Thursday, December 20, 2012

90 percent

90% of the time I'm good.
I'm in awe at how amazingly blessed I have become in this life.
I have a wonderful husband,
a beautiful daughter,
loving family,
and great friends.
This Christmas season means so much more to me than usual.
The lights are brighter,
the trees fuller,
treats tastier,
presents bigger.
Being a parent at Christmas is almost as magical as being a child.
It's not even that Mayson knows much of what Christmas is this year,
(she'll only be three months on Christmas Eve);
 but it's completly fulfilling all on it's own, knowing that I get to create new memories with her.
Start traditions that she'll take with her and hopefully remember when she's a mom herself.
 
Yet even with all of that Christmas joy going around there's still a good 10% of the time when I wish this holiday season was playing out differently.
Times when I can't help but feel sorry for myself
and especially for Mayson.
Times when I hate that her daddy is missing her first ever Christmas!
 
I honestly feel guilty for even feeling this way.
Many military families have walked in my footsteps before and many more will in the years to come. 
 But in that moment,
when a certain Christmas movie,
a young family you see out,
a random facebook photo of your friend's family together for the holidays tugs at your heart -
 it can seriously hurt.
I married Gregory knowing his job would take him away from me.
But Mayson never asked to have a daddy who has to leave :(
 
 I'm doing my best not to dwell on that 10%.
And the majority of the time I succeed.
I'm proud of what my husband does for a living and for the sacrifice that he makes.
I hope Mayson will be too.
 And as special as this Christmas will be for me, I'm already looking forward to next year when, god willing, we will be able to spend it 100% together as a family.
 
 
 

2 comments:

  1. Oh Eabitz:( You are an awesome mama!
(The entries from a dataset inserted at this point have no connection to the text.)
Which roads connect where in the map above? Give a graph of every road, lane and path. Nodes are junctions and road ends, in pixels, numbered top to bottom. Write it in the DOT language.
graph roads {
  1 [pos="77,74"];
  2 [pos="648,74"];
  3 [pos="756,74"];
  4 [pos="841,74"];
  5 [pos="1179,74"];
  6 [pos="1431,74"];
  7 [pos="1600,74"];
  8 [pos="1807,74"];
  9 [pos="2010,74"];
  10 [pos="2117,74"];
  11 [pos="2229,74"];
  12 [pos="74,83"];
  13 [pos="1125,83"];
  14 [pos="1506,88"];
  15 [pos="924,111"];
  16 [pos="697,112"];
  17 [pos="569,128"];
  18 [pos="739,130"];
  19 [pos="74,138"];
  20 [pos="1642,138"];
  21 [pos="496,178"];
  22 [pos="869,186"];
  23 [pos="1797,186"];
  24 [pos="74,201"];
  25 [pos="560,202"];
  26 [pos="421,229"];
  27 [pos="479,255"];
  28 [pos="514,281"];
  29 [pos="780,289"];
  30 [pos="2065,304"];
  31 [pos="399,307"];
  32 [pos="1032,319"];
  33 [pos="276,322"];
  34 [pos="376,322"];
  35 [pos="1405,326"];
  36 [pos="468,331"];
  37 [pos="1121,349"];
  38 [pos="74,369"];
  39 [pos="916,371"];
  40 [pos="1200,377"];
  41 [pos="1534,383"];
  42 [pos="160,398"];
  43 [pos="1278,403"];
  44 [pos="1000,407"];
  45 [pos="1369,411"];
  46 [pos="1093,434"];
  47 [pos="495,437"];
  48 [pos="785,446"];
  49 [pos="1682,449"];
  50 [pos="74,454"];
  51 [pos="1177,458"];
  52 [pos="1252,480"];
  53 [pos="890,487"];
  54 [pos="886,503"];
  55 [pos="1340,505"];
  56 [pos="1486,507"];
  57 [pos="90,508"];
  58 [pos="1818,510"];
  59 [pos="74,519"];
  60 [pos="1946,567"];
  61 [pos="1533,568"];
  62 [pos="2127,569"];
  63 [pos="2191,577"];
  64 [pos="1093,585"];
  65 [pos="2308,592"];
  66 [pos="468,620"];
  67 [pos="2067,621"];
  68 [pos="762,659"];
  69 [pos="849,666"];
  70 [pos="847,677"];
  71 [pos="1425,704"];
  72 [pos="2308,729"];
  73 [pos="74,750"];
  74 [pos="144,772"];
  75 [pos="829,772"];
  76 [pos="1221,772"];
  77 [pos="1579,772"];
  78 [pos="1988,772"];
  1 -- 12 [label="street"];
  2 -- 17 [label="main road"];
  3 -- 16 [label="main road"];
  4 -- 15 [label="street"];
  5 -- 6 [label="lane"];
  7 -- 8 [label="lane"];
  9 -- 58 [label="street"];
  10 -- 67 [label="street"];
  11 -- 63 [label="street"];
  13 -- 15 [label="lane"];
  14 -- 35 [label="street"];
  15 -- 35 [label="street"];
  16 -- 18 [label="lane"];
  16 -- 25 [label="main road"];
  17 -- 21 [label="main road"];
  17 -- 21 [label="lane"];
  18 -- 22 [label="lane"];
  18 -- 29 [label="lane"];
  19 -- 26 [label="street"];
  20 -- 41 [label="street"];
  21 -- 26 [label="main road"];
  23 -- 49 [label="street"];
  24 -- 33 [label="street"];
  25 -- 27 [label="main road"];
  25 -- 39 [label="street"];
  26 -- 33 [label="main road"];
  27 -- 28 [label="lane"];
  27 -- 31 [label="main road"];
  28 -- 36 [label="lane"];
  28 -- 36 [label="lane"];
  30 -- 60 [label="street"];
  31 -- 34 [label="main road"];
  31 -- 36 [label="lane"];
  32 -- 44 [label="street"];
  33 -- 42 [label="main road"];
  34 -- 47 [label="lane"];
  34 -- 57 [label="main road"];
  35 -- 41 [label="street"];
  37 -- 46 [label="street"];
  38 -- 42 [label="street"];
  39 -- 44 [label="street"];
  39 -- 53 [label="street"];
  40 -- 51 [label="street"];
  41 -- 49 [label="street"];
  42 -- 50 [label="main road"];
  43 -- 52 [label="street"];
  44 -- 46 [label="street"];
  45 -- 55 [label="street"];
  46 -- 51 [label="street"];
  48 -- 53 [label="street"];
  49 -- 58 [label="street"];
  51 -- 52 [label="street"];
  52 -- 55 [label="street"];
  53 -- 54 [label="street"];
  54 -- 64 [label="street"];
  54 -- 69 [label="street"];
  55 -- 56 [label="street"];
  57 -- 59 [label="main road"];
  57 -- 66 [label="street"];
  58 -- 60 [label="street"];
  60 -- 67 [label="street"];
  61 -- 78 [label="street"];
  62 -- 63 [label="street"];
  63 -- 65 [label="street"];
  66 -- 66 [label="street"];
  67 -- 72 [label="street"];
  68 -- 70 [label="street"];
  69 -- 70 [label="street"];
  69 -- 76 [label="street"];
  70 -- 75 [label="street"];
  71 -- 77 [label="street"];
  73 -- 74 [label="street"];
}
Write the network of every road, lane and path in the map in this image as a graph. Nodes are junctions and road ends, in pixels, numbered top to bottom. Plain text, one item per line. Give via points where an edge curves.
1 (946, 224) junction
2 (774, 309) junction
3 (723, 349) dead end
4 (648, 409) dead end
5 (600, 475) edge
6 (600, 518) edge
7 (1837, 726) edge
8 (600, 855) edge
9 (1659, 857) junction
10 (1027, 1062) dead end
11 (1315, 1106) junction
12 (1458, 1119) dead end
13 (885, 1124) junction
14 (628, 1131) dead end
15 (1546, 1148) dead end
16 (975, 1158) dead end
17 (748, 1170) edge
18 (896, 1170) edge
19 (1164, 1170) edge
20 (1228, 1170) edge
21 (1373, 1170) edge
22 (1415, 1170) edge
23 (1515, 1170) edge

My dad was in the merchant marines from the time I was born until I was 20. He was gone 6 months of EVERY year. I remember missing him yes, but that was not the culture of our home. My mom created traditions that were happy and joyful with or without him. I know you will do the same for Mayson so that she will always feel secure and happy. It makes those letters, calls, and packages from Daddy even more special when she has you to share them with. This Christmas is probably the hardest because you aren't in your own place but know all of us "Mayson" fans are praying for you both :) Love and Lukie kisses.

    ReplyDelete
  2. Wish you guys were together this year but you have something to look forward to that is for sure! In the coming years she'll be such a blast on Christmas morning! Start those traditions and they'll always be something special between you and her...something I do every year for Kenzie is to get her a special ornament and so in several years when the girls are old enough they'll have a set of their own ornaments they always hang up on the tree and when they move out they'll be their starter ones for their own tree...hope you find some sweet traditions to start..that one is a particular favorite because it builds over years and we have keepsakes :) now I let her pick her ornament too! :) Thinking of you and sweet Mayson!